Scottish Opera: Baroque Masters

40 Edington Street, Glasgow
Another corps of string players from the Orchestra of Scottish Opera joined leader Anthony Moffat for the last of the outdoor lunchtime concerts on the set of the current production of Falstaff, offering a programme of early music with one short nod to the band’s operatic repertoire.
That anomaly, Puccini’s Crisantemi (Chrysanthemums) sat less uncomfortably among the Purcell, Vivaldi and Bach than you might think. Stylistically from another era, and with very different melancholic chords, the ensemble sound was not so far from the slow movements of two of the Italian composer’s Four Seasons: Spring and Summer.
And ensemble sound was what it was all about. This was no virtuoso excursion for Tony Moffat, and if your favourite recording of the Vivaldi warhorse is the one by Nigel Kennedy, you may well have been left disappointed.
This Spring was a very understated one, and none the worse for that. It was very precise and measured and not at all splashy. And although the Presto finale of Summer was not short of pace, it was kept on a pretty tight rein. Those who come to the same venue on Sunday or Monday for the Scottish Ensemble playing the full year of Seasons may expect to hear something less placid.
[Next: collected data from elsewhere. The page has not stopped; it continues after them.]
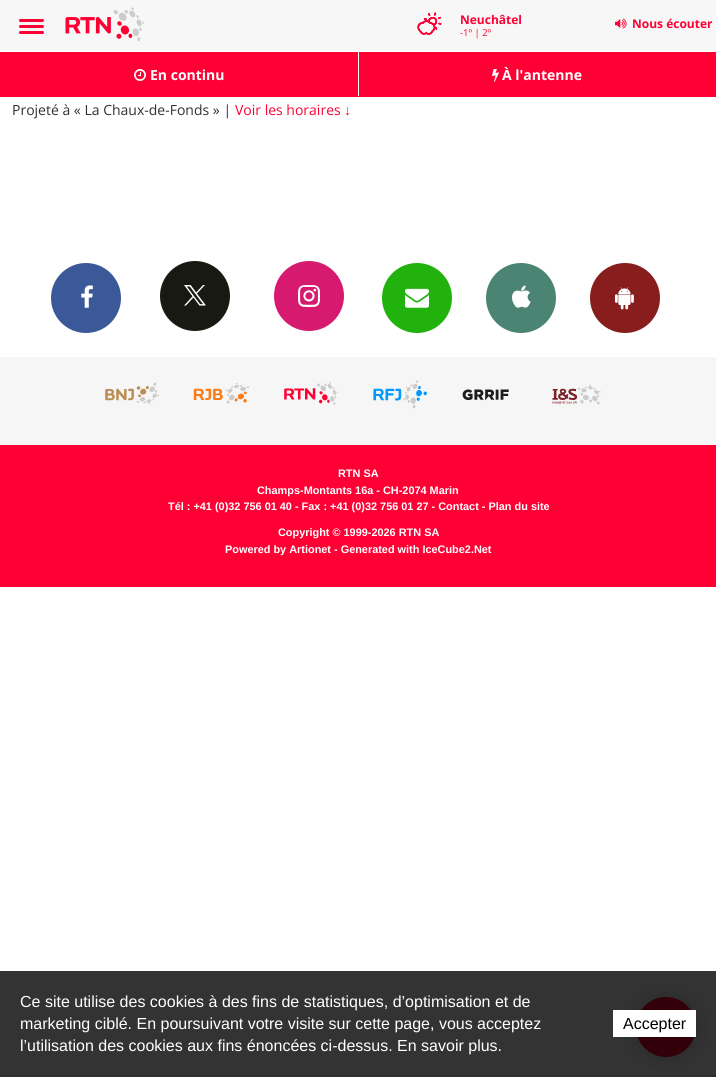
#include <cairo.h>
#include <math.h>
#include <stddef.h>


static void round_rect(cairo_t *cr, double x, double y, double w, double h, double r) {
    cairo_new_sub_path(cr);
    cairo_arc(cr, x + w - r, y + h - r, r, 0, M_PI / 2);
    cairo_arc(cr, x + r, y + h - r, r, M_PI / 2, M_PI);
    cairo_arc(cr, x + r, y + r, r, M_PI, 1.5 * M_PI);
    cairo_arc(cr, x + w - r, y + r, r, 1.5 * M_PI, 2 * M_PI);
    cairo_close_path(cr);
}

static void shadow(cairo_t *cr, double x, double y, double w, double h, double r, double blur, double alpha) {
    cairo_push_group_with_content(cr, CAIRO_CONTENT_ALPHA);
    cairo_set_operator(cr, CAIRO_OPERATOR_SOURCE);
    for (int i = 15; i >= -15 && fmin(w, h) + blur * i / 3 > 0; i -= 2) {
        double e = blur * i / 6;
        cairo_set_source_rgba(cr, 0, 0, 0, alpha * erfc((i - 1) / 8.5) / 2);
        round_rect(cr, x - e, y - e, w + 2 * e, h + 2 * e, fmax(0, fmin(r + e + blur * .6, fmin(w, h) / 2 + e)));
        cairo_fill(cr);
    }
    cairo_pattern_t *soft = cairo_pop_group(cr);
    cairo_mask(cr, soft);
    cairo_pattern_destroy(soft);
}

static void picture(cairo_t *cr, const char *path, double x, double y, double w, double h) {
    cairo_surface_t *image = cairo_image_surface_create_from_png(path);
    cairo_save(cr);
    cairo_set_source_surface(cr, image, x, y);
    cairo_rectangle(cr, x, y, w, h);
    cairo_fill(cr);
    cairo_restore(cr);
    cairo_surface_destroy(image);
}

int main(void) {
    cairo_surface_t *surface = cairo_image_surface_create(CAIRO_FORMAT_RGB24, 716, 1077);
    cairo_t *cr = cairo_create(surface);
    cairo_font_options_t *options = cairo_font_options_create();
    cairo_font_options_set_hint_metrics(options, CAIRO_HINT_METRICS_OFF);
    cairo_font_options_set_hint_style(options, CAIRO_HINT_STYLE_NONE);
    cairo_set_font_options(cr, options);
    cairo_set_miter_limit(cr, 4);
    cairo_set_source_rgb(cr, 1, 1, 1);
    cairo_paint(cr);
    cairo_set_source_rgb(cr, 0.2, 0.2, 0.2);
    cairo_rectangle(cr, 0, 971, 716, 104);
    cairo_fill(cr);
    cairo_set_source_rgb(cr, 0.965, 0.965, 0.965);
    cairo_rectangle(cr, 0, 0, 716, 51);
    cairo_fill(cr);
    cairo_set_source_rgb(cr, 0.996, 0, 0.204);
    round_rect(cr, 19, 25, 25, 3, 1.5);
    cairo_fill(cr);
    round_rect(cr, 19, 19, 25, 3, 1.5);
    cairo_fill(cr);
    round_rect(cr, 19, 31, 25, 3, 1.5);
    cairo_fill(cr);
    picture(cr, "img1.png", 65, 7, 79, 34);
    picture(cr, "img2.png", 417, 12, 25, 23);
    cairo_select_font_face(cr, "Open Sans", CAIRO_FONT_SLANT_NORMAL, CAIRO_FONT_WEIGHT_BOLD);
    cairo_set_font_size(cr, 12);
    cairo_move_to(cr, 460, 24);
    cairo_show_text(cr, "Neuchâtel");
    cairo_select_font_face(cr, "Open Sans", CAIRO_FONT_SLANT_NORMAL, CAIRO_FONT_WEIGHT_NORMAL);
    cairo_set_font_size(cr, 9.5);
    cairo_move_to(cr, 460, 36);
    cairo_show_text(cr, "-1º | 2º");
    picture(cr, "img3.png", 615, 18, 12, 11);
    cairo_select_font_face(cr, "Open Sans", CAIRO_FONT_SLANT_NORMAL, CAIRO_FONT_WEIGHT_BOLD);
    cairo_set_font_size(cr, 12);
    cairo_move_to(cr, 632, 28);
    cairo_show_text(cr, "Nous écouter");
    cairo_rectangle(cr, 0, 52, 716, 45);
    cairo_fill(cr);
    picture(cr, "img4.png", 134, 69, 12, 12);
    cairo_set_font_size(cr, 14);
    cairo_set_source_rgb(cr, 1, 1, 1);
    cairo_move_to(cr, 150, 80);
    cairo_show_text(cr, "En continu");
    cairo_rectangle(cr, 358, 52, 1, 44);
    cairo_fill(cr);
    picture(cr, "img5.png", 492, 69, 7, 13);
    cairo_move_to(cr, 502, 80);
    cairo_show_text(cr, "À l'antenne");
    cairo_select_font_face(cr, "Open Sans", CAIRO_FONT_SLANT_NORMAL, CAIRO_FONT_WEIGHT_NORMAL);
    cairo_set_source_rgb(cr, 0.188, 0.188, 0.188);
    cairo_move_to(cr, 12, 115);
    cairo_show_text(cr, "Projeté à « La Chaux-de-Fonds » |");
    cairo_set_source_rgb(cr, 0.996, 0, 0.204);
    cairo_move_to(cr, 235, 115);
    cairo_show_text(cr, "Voir les horaires");
    cairo_select_font_face(cr, "Liberation Sans", CAIRO_FONT_SLANT_NORMAL, CAIRO_FONT_WEIGHT_NORMAL);
    cairo_move_to(cr, 344, 115);
    cairo_show_text(cr, "↓");
    cairo_set_source_rgb(cr, 0.231, 0.349, 0.596);
    cairo_new_path(cr);
    cairo_arc(cr, 86, 298, 35, 0, 2 * M_PI);
    cairo_fill(cr);
    picture(cr, "img6.png", 81, 285, 12, 23);
    cairo_set_source_rgb(cr, 0.098, 0.098, 0.082);
    cairo_arc(cr, 195, 296, 35, 0, 2 * M_PI);
    cairo_fill(cr);
    picture(cr, "img7.png", 184, 285, 22, 21);
    cairo_set_source_rgb(cr, 0.835, 0.102, 0.435);
    cairo_arc(cr, 309, 296, 35, 0, 2 * M_PI);
    cairo_fill(cr);
    picture(cr, "img8.png", 298, 285, 22, 22);
    cairo_set_source_rgb(cr, 0.129, 0.698, 0.051);
    cairo_arc(cr, 417, 298, 35, 0, 2 * M_PI);
    cairo_fill(cr);
    picture(cr, "img9.png", 405, 288, 24, 20);
    cairo_set_source_rgb(cr, 0.294, 0.518, 0.447);
    cairo_arc(cr, 521, 298, 35, 0, 2 * M_PI);
    cairo_fill(cr);
    picture(cr, "img10.png", 512, 285, 19, 23);
    cairo_set_source_rgb(cr, 0.529, 0.114, 0.114);
    cairo_arc(cr, 625, 298, 35, 0, 2 * M_PI);
    cairo_fill(cr);
    picture(cr, "img11.png", 615, 287, 19, 23);
    cairo_set_source_rgb(cr, 0.961, 0.961, 0.961);
    cairo_rectangle(cr, 0, 357, 716, 88);
    cairo_fill(cr);
    picture(cr, "img12.png", 105, 382, 54, 22);
    picture(cr, "img13.png", 193, 383, 57, 21);
    picture(cr, "img14.png", 284, 381, 54, 24);
    picture(cr, "img15.png", 373, 380, 54, 29);
    picture(cr, "img16.png", 462, 389, 47, 12);
    picture(cr, "img17.png", 552, 384, 49, 21);
    cairo_set_source_rgb(cr, 0.996, 0, 0.204);
    cairo_rectangle(cr, 0, 445, 716, 142);
    cairo_fill(cr);
    cairo_select_font_face(cr, "Liberation Sans", CAIRO_FONT_SLANT_NORMAL, CAIRO_FONT_WEIGHT_BOLD);
    cairo_set_font_size(cr, 10.9);
    cairo_set_source_rgb(cr, 1, 1, 1);
    cairo_move_to(cr, 338, 477);
    cairo_show_text(cr, "RTN SA");
    cairo_move_to(cr, 257, 494);
    cairo_show_text(cr, "Champs-Montants 16a - CH-2074 Marin");
    cairo_move_to(cr, 168, 510);
    cairo_show_text(cr, "Tél : +41 (0)32 756 01 40 - Fax : +41 (0)32 756 01 27 - Contact - Plan du site");
    cairo_move_to(cr, 278, 536);
    cairo_show_text(cr, "Copyright © 1999-2026 RTN SA");
    cairo_move_to(cr, 225, 553);
    cairo_show_text(cr, "Powered by Artionet - Generated with IceCube2.Net");
    cairo_set_source_rgb(cr, 0, 0, 0);
    shadow(cr, 636, 997, 60, 60, 30, 10, 0.2);
    cairo_set_source_rgb(cr, 0.2, 0, 0.039);
    cairo_arc(cr, 666, 1027, 30, 0, 2 * M_PI);
    cairo_fill(cr);
    cairo_select_font_face(cr, "Liberation Sans", CAIRO_FONT_SLANT_NORMAL, CAIRO_FONT_WEIGHT_NORMAL);
    cairo_set_font_size(cr, 16);
    cairo_set_source_rgb(cr, 1, 1, 1);
    cairo_move_to(cr, 20, 1007);
    cairo_show_text(cr, "Ce site utilise des cookies à des fins de statistiques, d’optimisation et de");
    cairo_move_to(cr, 20, 1029);
    cairo_show_text(cr, "marketing ciblé. En poursuivant votre visite sur cette page, vous acceptez");
    cairo_move_to(cr, 20, 1051);
    cairo_show_text(cr, "l’utilisation des cookies aux fins énoncées ci-dessus. En savoir plus.");
    cairo_rectangle(cr, 613, 1010, 83, 27);
    cairo_fill(cr);
    cairo_set_source_rgb(cr, 0, 0, 0);
    cairo_move_to(cr, 623, 1029);
    cairo_show_text(cr, "Accepter");
    cairo_set_source_rgb(cr, 0.188, 0.188, 0.188);
    cairo_rectangle(cr, 0, 1076, 716, 1);
    cairo_fill(cr);
    cairo_set_source_rgb(cr, 0.176, 0.176, 0.176);
    cairo_rectangle(cr, 0, 1075, 716, 1);
    cairo_fill(cr);
    cairo_surface_write_to_png(surface, "page.png");
    cairo_font_options_destroy(options);
    cairo_destroy(cr);
    cairo_surface_destroy(surface);
    return 0;
}
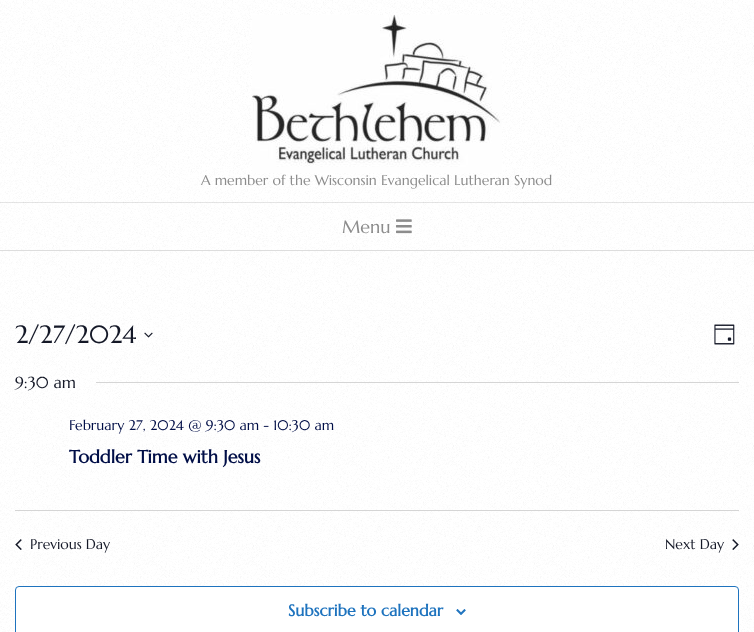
async function draw(canvas) {
  canvas.width = 754
  canvas.height = 632
  const ctx = canvas.getContext('2d')
  ctx.miterLimit = 4
  ctx.fontKerning = 'normal'
  async function loadImage(src) {
    const img = new Image()
    img.src = src
    await img.decode()
    return img
  }

  ctx.fillStyle = '#fff'
  ctx.fillRect(0, 0, 754, 632)
  ctx.drawImage(await loadImage('image0.png'), 0, 0, 754, 632)
  ctx.fillStyle = '#ddd'
  ctx.fillRect(0, 250, 754, 1)
  ctx.drawImage(await loadImage('image1.png'), 252, 15, 250, 158)
  ctx.font = '14px Marcellus'
  ctx.fillStyle = '#8c8c8c'
  ctx.fillText('A member of the Wisconsin Evangelical Lutheran Synod', 201, 185)
  ctx.fillStyle = '#0000001a'
  ctx.fillRect(0, 202, 754, 1)
  ctx.font = '18px Marcellus'
  ctx.fillStyle = '#8c8c8c'
  ctx.fillText('Menu', 342, 233)
  ctx.drawImage(await loadImage('image2.png'), 396, 219, 16, 15)
  ctx.font = '25px Marcellus'
  ctx.fillStyle = '#141827'
  ctx.fillText('2/27/2024', 15, 343)
  ctx.drawImage(await loadImage('image3.png'), 144, 332, 9, 6)
  ctx.drawImage(await loadImage('image4.png'), 678, 325, 13, 15)
  ctx.drawImage(await loadImage('image5.png'), 714, 324, 21, 21)
  ctx.font = '16px Marcellus'
  ctx.fillText('9:30 am', 15, 388)
  ctx.fillStyle = '#d5d5d5'
  ctx.fillRect(96, 382, 643, 1)
  ctx.font = '14px Marcellus'
  ctx.fillStyle = '#000e47'
  ctx.fillText('February 27, 2024 @ 9:30 am - 10:30 am', 69, 430)
  ctx.font = 'bold 18px Marcellus'
  ctx.fillText('Toddler Time with Jesus', 69, 463)
  ctx.fillStyle = '#d5d5d5'
  ctx.fillRect(15, 510, 724, 1)
  ctx.drawImage(await loadImage('image6.png'), 15, 539, 7, 11)
  ctx.font = '14px Marcellus'
  ctx.fillStyle = '#141827'
  ctx.fillText('Previous Day', 30, 549)
  ctx.fillText('Next Day', 665, 549)
  ctx.drawImage(await loadImage('image7.png'), 732, 539, 7, 11)
  ctx.fillStyle = '#fff'
  ctx.beginPath()
  ctx.roundRect(15.5, 586.5, 723, 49, 3.5)
  ctx.fill()
  ctx.strokeStyle = '#1e73be'
  ctx.stroke()
  ctx.font = 'bold 16px Marcellus'
  ctx.fillStyle = '#1e73be'
  ctx.fillText('Subscribe to calendar', 288, 616)
  ctx.drawImage(await loadImage('image8.png'), 456, 609, 10, 6)
}

draw(document.querySelector('canvas'))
The dynamics and tempo perhaps took their cue from the opening work, Benjamin Britten’s arrangement of Henry Purcell’s Chaconne in G Minor. Britten wrote this work in his mid-30s, revising it 15 years later, and there is something of the schoolmaster and the Young Person’s Guide in the way the ground bass drops out to expose the upper strings and then returns with a bit of a bang.
All of which meant that the final piece, Bach’s Brandenburg Concerto No. 2, made the most impact in the hour, as the addition of solo flute, oboe and trumpet alongside Moffat at the front of the stage perhaps always made likely. With Kirstie Logan on oboe and guest flautist Taylor McLennan, the man to watch was the orchestra’s new first trumpet Paul Bosworth. He made light work of the stratospheric, nimble-fingered part, particularly in the opening of the last movement.
Although there had been a couple of lapses in intonation earlier, the ensemble strings made a rich sound here, and the propulsive continuo from Derek Clark at the keyboard with Martin Storey and Marie Connell on cellos and Peter Fry’s bass added a bit of welcome oomph.